--- RECORDS PROVIDED Enclosed Below ---

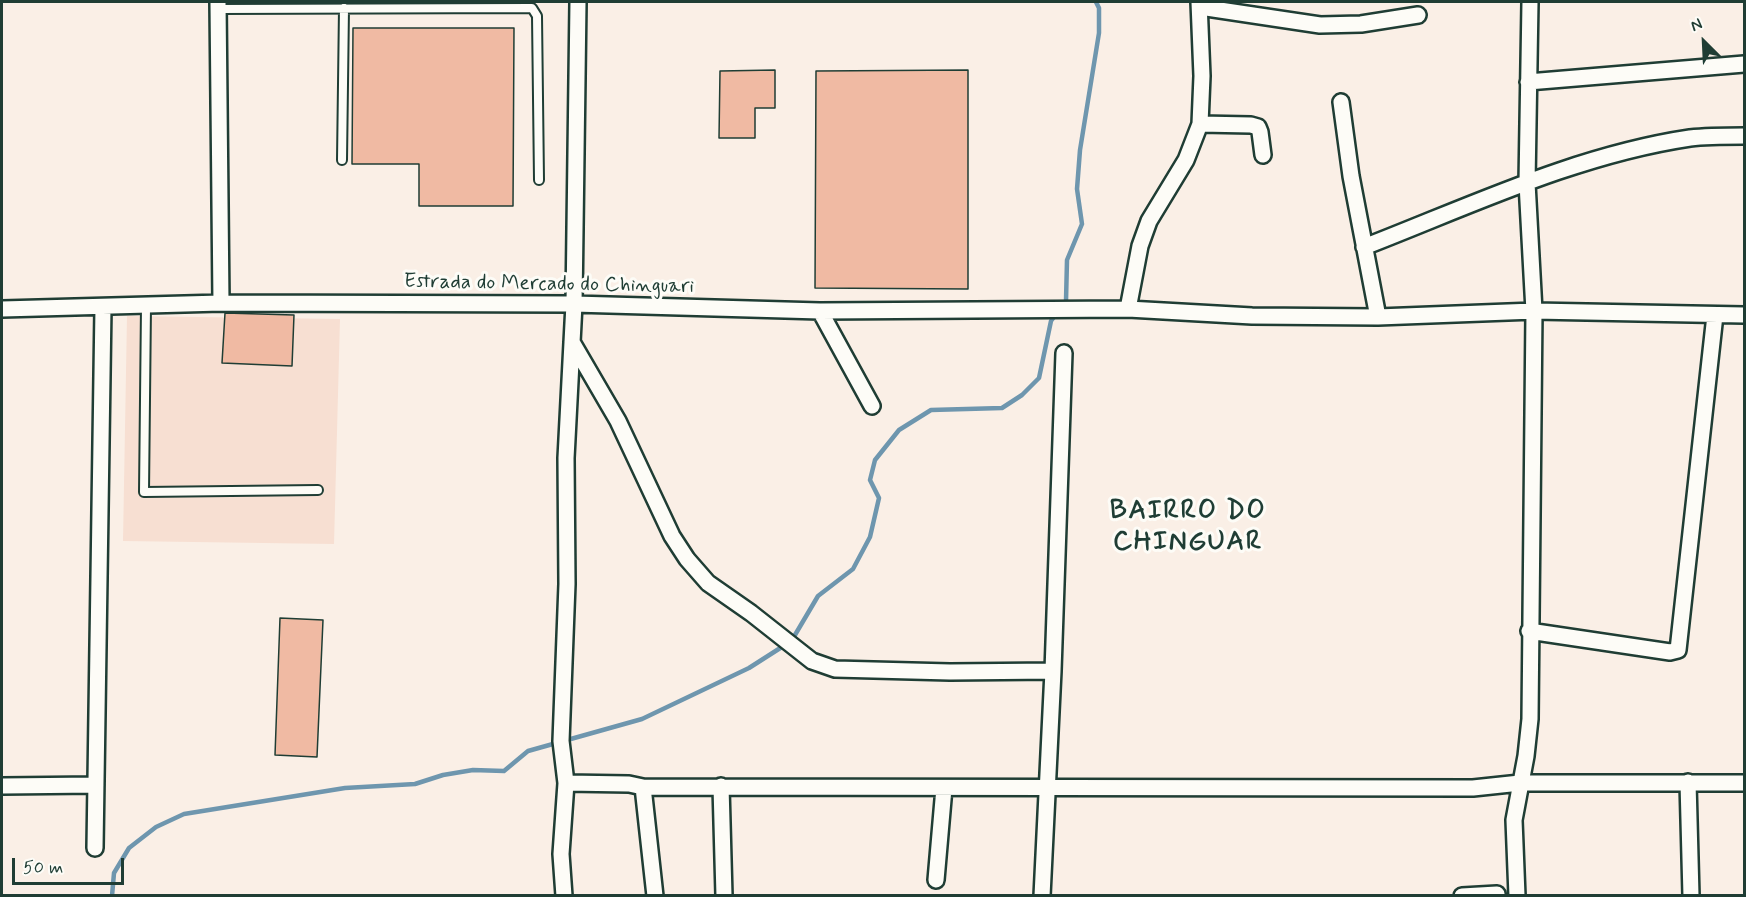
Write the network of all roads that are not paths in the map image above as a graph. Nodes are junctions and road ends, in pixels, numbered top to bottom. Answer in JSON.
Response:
{"nodes":[{"id":1,"x":578,"y":2,"type":"edge"},
{"id":2,"x":1530,"y":2,"type":"edge"},
{"id":3,"x":1199,"y":4,"type":"edge"},
{"id":4,"x":218,"y":5,"type":"edge"},
{"id":5,"x":344,"y":8,"type":"junction"},
{"id":6,"x":1418,"y":15,"type":"dead end"},
{"id":7,"x":1744,"y":64,"type":"edge"},
{"id":8,"x":1528,"y":82,"type":"junction"},
{"id":9,"x":1341,"y":102,"type":"dead end"},
{"id":10,"x":1200,"y":124,"type":"junction"},
{"id":11,"x":1744,"y":136,"type":"edge"},
{"id":12,"x":1263,"y":155,"type":"dead end"},
{"id":13,"x":342,"y":160,"type":"dead end"},
{"id":14,"x":539,"y":180,"type":"dead end"},
{"id":15,"x":1527,"y":183,"type":"junction"},
{"id":16,"x":1364,"y":247,"type":"junction"},
{"id":17,"x":221,"y":303,"type":"junction"},
{"id":18,"x":574,"y":304,"type":"junction"},
{"id":19,"x":146,"y":306,"type":"junction"},
{"id":20,"x":103,"y":307,"type":"junction"},
{"id":21,"x":2,"y":309,"type":"edge"},
{"id":22,"x":1128,"y":309,"type":"junction"},
{"id":23,"x":820,"y":311,"type":"junction"},
{"id":24,"x":1534,"y":311,"type":"junction"},
{"id":25,"x":1715,"y":315,"type":"junction"},
{"id":26,"x":1744,"y":315,"type":"edge"},
{"id":27,"x":1378,"y":317,"type":"junction"},
{"id":28,"x":572,"y":342,"type":"junction"},
{"id":29,"x":1064,"y":353,"type":"dead end"},
{"id":30,"x":872,"y":405,"type":"dead end"},
{"id":31,"x":318,"y":490,"type":"dead end"},
{"id":32,"x":1529,"y":631,"type":"junction"},
{"id":33,"x":1053,"y":671,"type":"junction"},
{"id":34,"x":1688,"y":782,"type":"junction"},
{"id":35,"x":566,"y":783,"type":"junction"},
{"id":36,"x":1520,"y":783,"type":"junction"},
{"id":37,"x":1744,"y":783,"type":"edge"},
{"id":38,"x":96,"y":785,"type":"junction"},
{"id":39,"x":2,"y":786,"type":"edge"},
{"id":40,"x":721,"y":786,"type":"junction"},
{"id":41,"x":643,"y":787,"type":"junction"},
{"id":42,"x":944,"y":788,"type":"junction"},
{"id":43,"x":1048,"y":788,"type":"junction"},
{"id":44,"x":95,"y":848,"type":"dead end"},
{"id":45,"x":936,"y":880,"type":"dead end"},
{"id":46,"x":1497,"y":894,"type":"dead end"},
{"id":47,"x":564,"y":896,"type":"edge"},
{"id":48,"x":655,"y":896,"type":"edge"},
{"id":49,"x":724,"y":896,"type":"edge"},
{"id":50,"x":1042,"y":896,"type":"edge"},
{"id":51,"x":1462,"y":896,"type":"edge"},
{"id":52,"x":1517,"y":896,"type":"edge"},
{"id":53,"x":1691,"y":896,"type":"edge"}],
"edges":[{"from":1,"to":18,"type":"street"},
{"from":2,"to":8,"type":"street"},
{"from":3,"to":6,"type":"street"},
{"from":3,"to":10,"type":"street"},
{"from":4,"to":5,"type":"lane"},
{"from":4,"to":17,"type":"street"},
{"from":5,"to":13,"type":"lane"},
{"from":5,"to":14,"type":"lane"},
{"from":7,"to":8,"type":"street"},
{"from":8,"to":15,"type":"street"},
{"from":9,"to":16,"type":"street"},
{"from":10,"to":12,"type":"street"},
{"from":10,"to":22,"type":"street"},
{"from":11,"to":15,"type":"street"},
{"from":15,"to":16,"type":"street"},
{"from":15,"to":24,"type":"street"},
{"from":16,"to":27,"type":"street"},
{"from":17,"to":18,"type":"street","name":"Estrada do Mercado do Chinguari"},
{"from":17,"to":19,"type":"street","name":"Estrada do Mercado do Chinguari"},
{"from":18,"to":23,"type":"street","name":"Estrada do Mercado do Chinguari"},
{"from":18,"to":28,"type":"street"},
{"from":19,"to":20,"type":"street","name":"Estrada do Mercado do Chinguari"},
{"from":19,"to":31,"type":"lane"},
{"from":20,"to":21,"type":"street","name":"Estrada do Mercado do Chinguari"},
{"from":20,"to":38,"type":"street"},
{"from":22,"to":23,"type":"street","name":"Estrada do Mercado do Chinguari"},
{"from":22,"to":27,"type":"street","name":"Estrada do Mercado do Chinguari"},
{"from":23,"to":30,"type":"street"},
{"from":24,"to":25,"type":"street","name":"Estrada do Mercado do Chinguari"},
{"from":24,"to":27,"type":"street","name":"Estrada do Mercado do Chinguari"},
{"from":24,"to":32,"type":"street"},
{"from":25,"to":26,"type":"street","name":"Estrada do Mercado do Chinguari"},
{"from":25,"to":32,"type":"street"},
{"from":28,"to":33,"type":"street"},
{"from":28,"to":35,"type":"street"},
{"from":29,"to":33,"type":"street"},
{"from":32,"to":36,"type":"street"},
{"from":33,"to":43,"type":"street"},
{"from":34,"to":36,"type":"street"},
{"from":34,"to":37,"type":"street"},
{"from":34,"to":53,"type":"street"},
{"from":35,"to":41,"type":"street"},
{"from":35,"to":47,"type":"street"},
{"from":36,"to":43,"type":"street"},
{"from":36,"to":52,"type":"street"},
{"from":38,"to":39,"type":"street"},
{"from":38,"to":44,"type":"street"},
{"from":40,"to":41,"type":"street"},
{"from":40,"to":42,"type":"street"},
{"from":40,"to":49,"type":"street"},
{"from":41,"to":48,"type":"street"},
{"from":42,"to":43,"type":"street"},
{"from":42,"to":45,"type":"street"},
{"from":43,"to":50,"type":"street"},
{"from":46,"to":51,"type":"street"}]}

--- End of Enclosed RECORDS PROVIDED ---

WORK ORDER ::
Reproduce the whole of the data, word for word, and omit its pictures.

WRITTEN ANSWER ::
Write the network of all roads that are not paths in the map image above as a graph. Nodes are junctions and road ends, in pixels, numbered top to bottom. Answer in JSON.
Response:
{"nodes":[{"id":1,"x":578,"y":2,"type":"edge"},
{"id":2,"x":1530,"y":2,"type":"edge"},
{"id":3,"x":1199,"y":4,"type":"edge"},
{"id":4,"x":218,"y":5,"type":"edge"},
{"id":5,"x":344,"y":8,"type":"junction"},
{"id":6,"x":1418,"y":15,"type":"dead end"},
{"id":7,"x":1744,"y":64,"type":"edge"},
{"id":8,"x":1528,"y":82,"type":"junction"},
{"id":9,"x":1341,"y":102,"type":"dead end"},
{"id":10,"x":1200,"y":124,"type":"junction"},
{"id":11,"x":1744,"y":136,"type":"edge"},
{"id":12,"x":1263,"y":155,"type":"dead end"},
{"id":13,"x":342,"y":160,"type":"dead end"},
{"id":14,"x":539,"y":180,"type":"dead end"},
{"id":15,"x":1527,"y":183,"type":"junction"},
{"id":16,"x":1364,"y":247,"type":"junction"},
{"id":17,"x":221,"y":303,"type":"junction"},
{"id":18,"x":574,"y":304,"type":"junction"},
{"id":19,"x":146,"y":306,"type":"junction"},
{"id":20,"x":103,"y":307,"type":"junction"},
{"id":21,"x":2,"y":309,"type":"edge"},
{"id":22,"x":1128,"y":309,"type":"junction"},
{"id":23,"x":820,"y":311,"type":"junction"},
{"id":24,"x":1534,"y":311,"type":"junction"},
{"id":25,"x":1715,"y":315,"type":"junction"},
{"id":26,"x":1744,"y":315,"type":"edge"},
{"id":27,"x":1378,"y":317,"type":"junction"},
{"id":28,"x":572,"y":342,"type":"junction"},
{"id":29,"x":1064,"y":353,"type":"dead end"},
{"id":30,"x":872,"y":405,"type":"dead end"},
{"id":31,"x":318,"y":490,"type":"dead end"},
{"id":32,"x":1529,"y":631,"type":"junction"},
{"id":33,"x":1053,"y":671,"type":"junction"},
{"id":34,"x":1688,"y":782,"type":"junction"},
{"id":35,"x":566,"y":783,"type":"junction"},
{"id":36,"x":1520,"y":783,"type":"junction"},
{"id":37,"x":1744,"y":783,"type":"edge"},
{"id":38,"x":96,"y":785,"type":"junction"},
{"id":39,"x":2,"y":786,"type":"edge"},
{"id":40,"x":721,"y":786,"type":"junction"},
{"id":41,"x":643,"y":787,"type":"junction"},
{"id":42,"x":944,"y":788,"type":"junction"},
{"id":43,"x":1048,"y":788,"type":"junction"},
{"id":44,"x":95,"y":848,"type":"dead end"},
{"id":45,"x":936,"y":880,"type":"dead end"},
{"id":46,"x":1497,"y":894,"type":"dead end"},
{"id":47,"x":564,"y":896,"type":"edge"},
{"id":48,"x":655,"y":896,"type":"edge"},
{"id":49,"x":724,"y":896,"type":"edge"},
{"id":50,"x":1042,"y":896,"type":"edge"},
{"id":51,"x":1462,"y":896,"type":"edge"},
{"id":52,"x":1517,"y":896,"type":"edge"},
{"id":53,"x":1691,"y":896,"type":"edge"}],
"edges":[{"from":1,"to":18,"type":"street"},
{"from":2,"to":8,"type":"street"},
{"from":3,"to":6,"type":"street"},
{"from":3,"to":10,"type":"street"},
{"from":4,"to":5,"type":"lane"},
{"from":4,"to":17,"type":"street"},
{"from":5,"to":13,"type":"lane"},
{"from":5,"to":14,"type":"lane"},
{"from":7,"to":8,"type":"street"},
{"from":8,"to":15,"type":"street"},
{"from":9,"to":16,"type":"street"},
{"from":10,"to":12,"type":"street"},
{"from":10,"to":22,"type":"street"},
{"from":11,"to":15,"type":"street"},
{"from":15,"to":16,"type":"street"},
{"from":15,"to":24,"type":"street"},
{"from":16,"to":27,"type":"street"},
{"from":17,"to":18,"type":"street","name":"Estrada do Mercado do Chinguari"},
{"from":17,"to":19,"type":"street","name":"Estrada do Mercado do Chinguari"},
{"from":18,"to":23,"type":"street","name":"Estrada do Mercado do Chinguari"},
{"from":18,"to":28,"type":"street"},
{"from":19,"to":20,"type":"street","name":"Estrada do Mercado do Chinguari"},
{"from":19,"to":31,"type":"lane"},
{"from":20,"to":21,"type":"street","name":"Estrada do Mercado do Chinguari"},
{"from":20,"to":38,"type":"street"},
{"from":22,"to":23,"type":"street","name":"Estrada do Mercado do Chinguari"},
{"from":22,"to":27,"type":"street","name":"Estrada do Mercado do Chinguari"},
{"from":23,"to":30,"type":"street"},
{"from":24,"to":25,"type":"street","name":"Estrada do Mercado do Chinguari"},
{"from":24,"to":27,"type":"street","name":"Estrada do Mercado do Chinguari"},
{"from":24,"to":32,"type":"street"},
{"from":25,"to":26,"type":"street","name":"Estrada do Mercado do Chinguari"},
{"from":25,"to":32,"type":"street"},
{"from":28,"to":33,"type":"street"},
{"from":28,"to":35,"type":"street"},
{"from":29,"to":33,"type":"street"},
{"from":32,"to":36,"type":"street"},
{"from":33,"to":43,"type":"street"},
{"from":34,"to":36,"type":"street"},
{"from":34,"to":37,"type":"street"},
{"from":34,"to":53,"type":"street"},
{"from":35,"to":41,"type":"street"},
{"from":35,"to":47,"type":"street"},
{"from":36,"to":43,"type":"street"},
{"from":36,"to":52,"type":"street"},
{"from":38,"to":39,"type":"street"},
{"from":38,"to":44,"type":"street"},
{"from":40,"to":41,"type":"street"},
{"from":40,"to":42,"type":"street"},
{"from":40,"to":49,"type":"street"},
{"from":41,"to":48,"type":"street"},
{"from":42,"to":43,"type":"street"},
{"from":42,"to":45,"type":"street"},
{"from":43,"to":50,"type":"street"},
{"from":46,"to":51,"type":"street"}]}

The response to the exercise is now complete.